Community-powered venture capital firm AfterWork Ventures is gearing up to raise a third fund.

The firm now has three full-time general partners, New Zealand-based Dave Insull plus Perth-based Adrian Petersen and Alex Khor. The trio are supported part-time by Sydney-based venture partner Mike Forster, director of data and analytics at KFC Global.

The team said that after posting top decile “on paper” returns from their first fund, they raised a $1 million proof-of-concept fund from friends and family. This fund is now close to fully invested after making pre-seed and seed investments averaging $25,000, mostly alongside other investors.

Buoyed by the success of their first two funds, the team is now gearing up to raise a substantially larger third fund.

Since November 2019, the AfterWork team has invested in 22 companies across a range of industries, from SaaS companies such as Fileinvite and InsiteAI to direct-to-consumer businesses such as organic dog food producer Lyka and at-home resistance training hardware product Vitruvian.

As a community-powered venture firm, the AfterWork team is supported by what the partners describe as a “motley crew” of start-up operators, founders and other start-up sector professionals. The community has rapidly developed organically connecting individuals with diverse talents who enjoy researching investment opportunities, investing, and get into the trenches with, early-stage start-ups.

Community members had been keen to use their expertise to support the next generation of start-up talent but, prior to the formation of AfterWork, did not have opportunities to make portfolio investments. They see their process of working together to source and research potential investments as democratising venture investing and putting start-up operators at the core of the process.

AfterWork’s investment mandate has been forged around a gap the community recognised in the market: pre-seed and seed stage investing. This space is overlooked by most venture firms which prefer to invest in start-ups that are gaining traction.
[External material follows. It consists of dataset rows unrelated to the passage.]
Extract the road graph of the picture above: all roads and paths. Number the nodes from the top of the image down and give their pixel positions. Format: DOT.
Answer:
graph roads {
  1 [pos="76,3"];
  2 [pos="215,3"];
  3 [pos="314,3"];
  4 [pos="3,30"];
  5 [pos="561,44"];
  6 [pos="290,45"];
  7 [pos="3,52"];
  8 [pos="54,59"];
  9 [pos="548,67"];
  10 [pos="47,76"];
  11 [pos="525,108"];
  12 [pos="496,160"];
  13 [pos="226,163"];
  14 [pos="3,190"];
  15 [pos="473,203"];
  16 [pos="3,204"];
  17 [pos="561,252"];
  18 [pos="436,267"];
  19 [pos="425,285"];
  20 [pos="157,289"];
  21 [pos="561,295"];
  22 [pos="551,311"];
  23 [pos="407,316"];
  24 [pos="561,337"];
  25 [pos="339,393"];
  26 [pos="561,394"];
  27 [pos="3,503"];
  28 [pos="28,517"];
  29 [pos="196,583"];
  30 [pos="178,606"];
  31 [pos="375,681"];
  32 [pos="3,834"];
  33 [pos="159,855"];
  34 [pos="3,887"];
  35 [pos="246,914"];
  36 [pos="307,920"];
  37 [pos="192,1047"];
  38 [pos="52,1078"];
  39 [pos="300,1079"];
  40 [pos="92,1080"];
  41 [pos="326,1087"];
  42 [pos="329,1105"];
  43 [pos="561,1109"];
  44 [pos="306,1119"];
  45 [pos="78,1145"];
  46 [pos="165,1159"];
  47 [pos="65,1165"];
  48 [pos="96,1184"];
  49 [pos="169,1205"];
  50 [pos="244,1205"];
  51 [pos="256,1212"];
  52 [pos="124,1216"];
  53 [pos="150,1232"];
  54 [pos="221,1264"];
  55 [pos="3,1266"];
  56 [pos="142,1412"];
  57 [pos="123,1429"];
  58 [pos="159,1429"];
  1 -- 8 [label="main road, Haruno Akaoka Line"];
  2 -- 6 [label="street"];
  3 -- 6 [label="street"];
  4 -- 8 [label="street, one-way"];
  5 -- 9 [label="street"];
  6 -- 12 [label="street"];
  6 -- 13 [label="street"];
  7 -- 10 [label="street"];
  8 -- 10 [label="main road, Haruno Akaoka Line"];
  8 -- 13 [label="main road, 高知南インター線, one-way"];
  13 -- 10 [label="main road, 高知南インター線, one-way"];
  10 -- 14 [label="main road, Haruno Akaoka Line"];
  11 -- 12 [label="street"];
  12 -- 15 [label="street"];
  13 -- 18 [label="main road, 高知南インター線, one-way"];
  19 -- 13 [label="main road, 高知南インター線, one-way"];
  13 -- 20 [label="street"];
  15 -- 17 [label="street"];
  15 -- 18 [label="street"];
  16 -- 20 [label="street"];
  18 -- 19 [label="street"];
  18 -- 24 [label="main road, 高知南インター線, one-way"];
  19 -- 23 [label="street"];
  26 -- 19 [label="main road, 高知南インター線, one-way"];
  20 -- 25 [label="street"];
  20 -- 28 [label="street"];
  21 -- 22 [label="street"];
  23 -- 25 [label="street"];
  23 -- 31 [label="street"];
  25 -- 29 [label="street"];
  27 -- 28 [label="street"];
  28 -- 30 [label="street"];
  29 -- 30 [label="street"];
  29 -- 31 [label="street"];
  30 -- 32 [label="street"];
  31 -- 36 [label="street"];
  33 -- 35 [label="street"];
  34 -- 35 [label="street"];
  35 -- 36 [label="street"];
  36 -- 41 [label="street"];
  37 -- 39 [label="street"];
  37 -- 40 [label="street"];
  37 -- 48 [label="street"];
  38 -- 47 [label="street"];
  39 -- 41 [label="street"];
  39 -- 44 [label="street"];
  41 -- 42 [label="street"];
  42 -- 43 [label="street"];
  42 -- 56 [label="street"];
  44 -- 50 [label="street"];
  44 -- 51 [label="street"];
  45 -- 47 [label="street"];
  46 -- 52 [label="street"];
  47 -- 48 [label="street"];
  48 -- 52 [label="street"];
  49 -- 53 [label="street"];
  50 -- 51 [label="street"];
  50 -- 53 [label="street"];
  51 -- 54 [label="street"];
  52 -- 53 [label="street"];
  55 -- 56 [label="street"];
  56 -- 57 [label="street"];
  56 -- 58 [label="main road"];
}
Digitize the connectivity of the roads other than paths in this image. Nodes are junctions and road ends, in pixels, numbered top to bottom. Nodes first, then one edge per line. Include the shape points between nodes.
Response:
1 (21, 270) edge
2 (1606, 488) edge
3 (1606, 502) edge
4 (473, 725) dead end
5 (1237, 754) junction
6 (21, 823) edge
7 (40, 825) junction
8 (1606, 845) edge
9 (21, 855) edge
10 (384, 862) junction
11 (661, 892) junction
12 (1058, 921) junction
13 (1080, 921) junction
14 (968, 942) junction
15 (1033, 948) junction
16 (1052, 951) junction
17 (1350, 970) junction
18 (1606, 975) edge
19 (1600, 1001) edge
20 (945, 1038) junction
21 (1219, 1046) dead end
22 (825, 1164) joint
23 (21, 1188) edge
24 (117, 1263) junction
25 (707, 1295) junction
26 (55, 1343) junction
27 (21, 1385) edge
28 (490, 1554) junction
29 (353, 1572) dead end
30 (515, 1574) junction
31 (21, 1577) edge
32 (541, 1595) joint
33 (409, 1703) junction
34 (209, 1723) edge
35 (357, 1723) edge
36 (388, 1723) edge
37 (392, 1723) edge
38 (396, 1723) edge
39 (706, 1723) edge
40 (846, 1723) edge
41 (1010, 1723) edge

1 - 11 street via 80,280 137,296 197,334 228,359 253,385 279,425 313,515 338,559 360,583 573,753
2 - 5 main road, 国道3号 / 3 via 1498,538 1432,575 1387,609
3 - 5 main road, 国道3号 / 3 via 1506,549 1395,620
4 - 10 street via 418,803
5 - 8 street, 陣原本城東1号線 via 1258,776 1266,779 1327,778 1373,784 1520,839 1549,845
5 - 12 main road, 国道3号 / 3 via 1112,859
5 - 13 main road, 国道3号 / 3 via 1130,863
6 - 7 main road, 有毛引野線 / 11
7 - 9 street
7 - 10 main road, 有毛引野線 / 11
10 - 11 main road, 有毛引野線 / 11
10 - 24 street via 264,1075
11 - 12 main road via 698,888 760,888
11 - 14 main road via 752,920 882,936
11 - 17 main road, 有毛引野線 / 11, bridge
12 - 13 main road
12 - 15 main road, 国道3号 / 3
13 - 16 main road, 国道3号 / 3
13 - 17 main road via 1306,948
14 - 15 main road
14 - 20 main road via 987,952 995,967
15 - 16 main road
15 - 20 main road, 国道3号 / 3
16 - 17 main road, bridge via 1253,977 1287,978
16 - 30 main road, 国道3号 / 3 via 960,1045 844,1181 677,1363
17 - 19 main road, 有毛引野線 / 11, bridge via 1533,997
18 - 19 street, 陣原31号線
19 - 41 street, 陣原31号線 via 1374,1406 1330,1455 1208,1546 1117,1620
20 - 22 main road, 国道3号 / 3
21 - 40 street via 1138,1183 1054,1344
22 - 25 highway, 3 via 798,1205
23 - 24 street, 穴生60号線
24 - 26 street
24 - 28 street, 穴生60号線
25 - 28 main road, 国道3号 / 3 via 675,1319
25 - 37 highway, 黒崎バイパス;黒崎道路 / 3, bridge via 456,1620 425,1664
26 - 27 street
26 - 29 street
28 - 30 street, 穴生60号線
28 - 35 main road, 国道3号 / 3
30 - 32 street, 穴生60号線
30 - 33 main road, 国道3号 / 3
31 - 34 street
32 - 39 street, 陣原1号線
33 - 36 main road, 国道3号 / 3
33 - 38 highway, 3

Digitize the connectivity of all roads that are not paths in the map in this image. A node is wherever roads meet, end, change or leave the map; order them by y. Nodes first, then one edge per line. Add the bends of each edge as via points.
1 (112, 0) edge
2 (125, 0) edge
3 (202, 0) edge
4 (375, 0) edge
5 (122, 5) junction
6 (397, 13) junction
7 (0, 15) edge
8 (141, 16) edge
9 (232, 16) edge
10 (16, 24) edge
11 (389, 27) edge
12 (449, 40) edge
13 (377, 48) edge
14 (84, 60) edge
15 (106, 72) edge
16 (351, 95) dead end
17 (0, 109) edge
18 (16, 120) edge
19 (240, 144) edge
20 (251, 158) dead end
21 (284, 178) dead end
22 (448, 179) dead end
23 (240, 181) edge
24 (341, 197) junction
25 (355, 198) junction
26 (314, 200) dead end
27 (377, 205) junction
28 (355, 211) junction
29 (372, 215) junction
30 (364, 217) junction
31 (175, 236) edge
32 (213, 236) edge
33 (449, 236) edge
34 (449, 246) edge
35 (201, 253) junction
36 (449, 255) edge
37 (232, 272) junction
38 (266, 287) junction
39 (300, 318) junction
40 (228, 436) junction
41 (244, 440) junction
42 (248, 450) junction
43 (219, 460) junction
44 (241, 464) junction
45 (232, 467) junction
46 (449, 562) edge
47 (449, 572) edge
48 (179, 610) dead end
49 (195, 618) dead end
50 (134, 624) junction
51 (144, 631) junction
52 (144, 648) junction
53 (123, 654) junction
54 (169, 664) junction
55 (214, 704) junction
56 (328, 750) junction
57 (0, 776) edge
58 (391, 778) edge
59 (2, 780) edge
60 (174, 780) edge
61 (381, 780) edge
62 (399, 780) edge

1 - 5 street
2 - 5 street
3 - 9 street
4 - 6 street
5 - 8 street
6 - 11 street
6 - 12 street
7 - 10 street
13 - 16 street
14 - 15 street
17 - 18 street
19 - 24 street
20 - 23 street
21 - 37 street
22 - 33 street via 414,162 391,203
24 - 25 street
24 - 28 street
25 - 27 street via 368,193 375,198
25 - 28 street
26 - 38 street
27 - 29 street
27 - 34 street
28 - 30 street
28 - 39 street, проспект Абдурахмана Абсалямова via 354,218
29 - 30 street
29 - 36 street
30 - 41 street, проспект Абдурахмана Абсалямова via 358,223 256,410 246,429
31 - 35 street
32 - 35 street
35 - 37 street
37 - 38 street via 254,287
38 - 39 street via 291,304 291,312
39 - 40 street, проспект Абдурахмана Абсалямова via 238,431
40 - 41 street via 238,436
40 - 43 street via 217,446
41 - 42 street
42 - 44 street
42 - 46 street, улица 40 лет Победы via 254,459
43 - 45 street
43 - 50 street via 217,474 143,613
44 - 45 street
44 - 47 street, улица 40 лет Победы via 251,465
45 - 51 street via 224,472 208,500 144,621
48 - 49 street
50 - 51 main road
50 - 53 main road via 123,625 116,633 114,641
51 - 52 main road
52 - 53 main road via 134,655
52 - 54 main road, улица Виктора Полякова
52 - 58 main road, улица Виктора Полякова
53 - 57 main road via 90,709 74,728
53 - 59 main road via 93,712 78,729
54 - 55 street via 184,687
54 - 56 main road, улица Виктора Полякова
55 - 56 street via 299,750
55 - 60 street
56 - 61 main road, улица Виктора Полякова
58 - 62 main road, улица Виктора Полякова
The AfterWork community is now involved in every step of the investment process from sourcing opportunities, carrying out due diligence and earning the right to invest micro-cheques in competitive rounds, to providing “in the trenches” support to portfolio companies post-investment. As current operators in the start-up space, many members of the community are well-qualified to provide specialised advice as well as more general mentorship to founders of portfolio companies.

The three investment partners have different backgrounds each involving start-ups and venture capital. They were brought together by a shared strong belief that opportunities to invest in very early-stage Australian and New Zealand start-ups were not being fully realised.

Dave Insull began his career as a commercial lawyer before becoming an early investor and team member at 90 Seconds, a New Zealand-founded cloud-based crowd-sourced video production company. Over 10 months, Insull helped 90 Seconds reach $NZ300,000 per month in revenue. The company then attracted venture backing in the form of a Series A round led by Sequoia Capital (APE&VCJ, Mar 2019). Insull then became an early employee at leading insurtech business Cover Genius, where he led Sales across the Asia Pacific region (APE&VCJ, Nov 2020).

Insull met Mike Forster while they were each studying law and they stayed in contact as each worked in commercial law and became involved with start-up businesses. While studying at Oxford University, Forster co-founded UK-based identification verification business Onfido. TPG Growth recently led a $US100 million Series D investment round in the business.

Petersen and Khor met at the University of Western Australia where they both studied advanced mathematics.

Straight out of university Petersen co-founded blockchain-enabled secure voting platform veri.vote. The start-up raised seed funding and gained early paying-customers but the team ultimately shut up shop, realising that they were too early on the tech curve, and that mainstream acceptance of blockchain technologies was still a few years away.

Petersen and Khor each joined management consulting firms, Bain and Mckinsey respectively. In search of interesting “after work” projects, they started angel investing in very early-stage start-ups.

They were connected to Insull and Forster by the founder of a start-up on which both pairs of investors were carrying out due diligence. The founder was struck by the similarity of their questions and their approaches to investing and offered to introduce them.

“We were impressed by Adrian and Alex’s intellectual curiosity, attention to detail and their maniacal focus on ensuring that founders have a good experience as they go through the investment process.” Insull said.

The four investors began operating under an open-door policy, welcoming additional start-up operators to join their investment process.

“Our Sunday calls have grown from the four of us catching up to shoot the breeze and debate investment opportunities to a call where 20-30 top-tier operators and thinkers regularly dial in to share their expertise on our ever-burgeoning pipeline,” Petersen said.

Forster added: “Persistence creates momentum. We’re feeling good about the investment decisions we’re making and see an opportunity to empower a generation of fantastic operators to have genuine input into venture capital decision-making.”

Caption: Businesses in which AfterWork Ventures has invested include resistance training hardware company Vitruvian. Vitruvian’s V-Form product is seen here being tested by AfterWork community members Trent Rachow and Brady Flockart.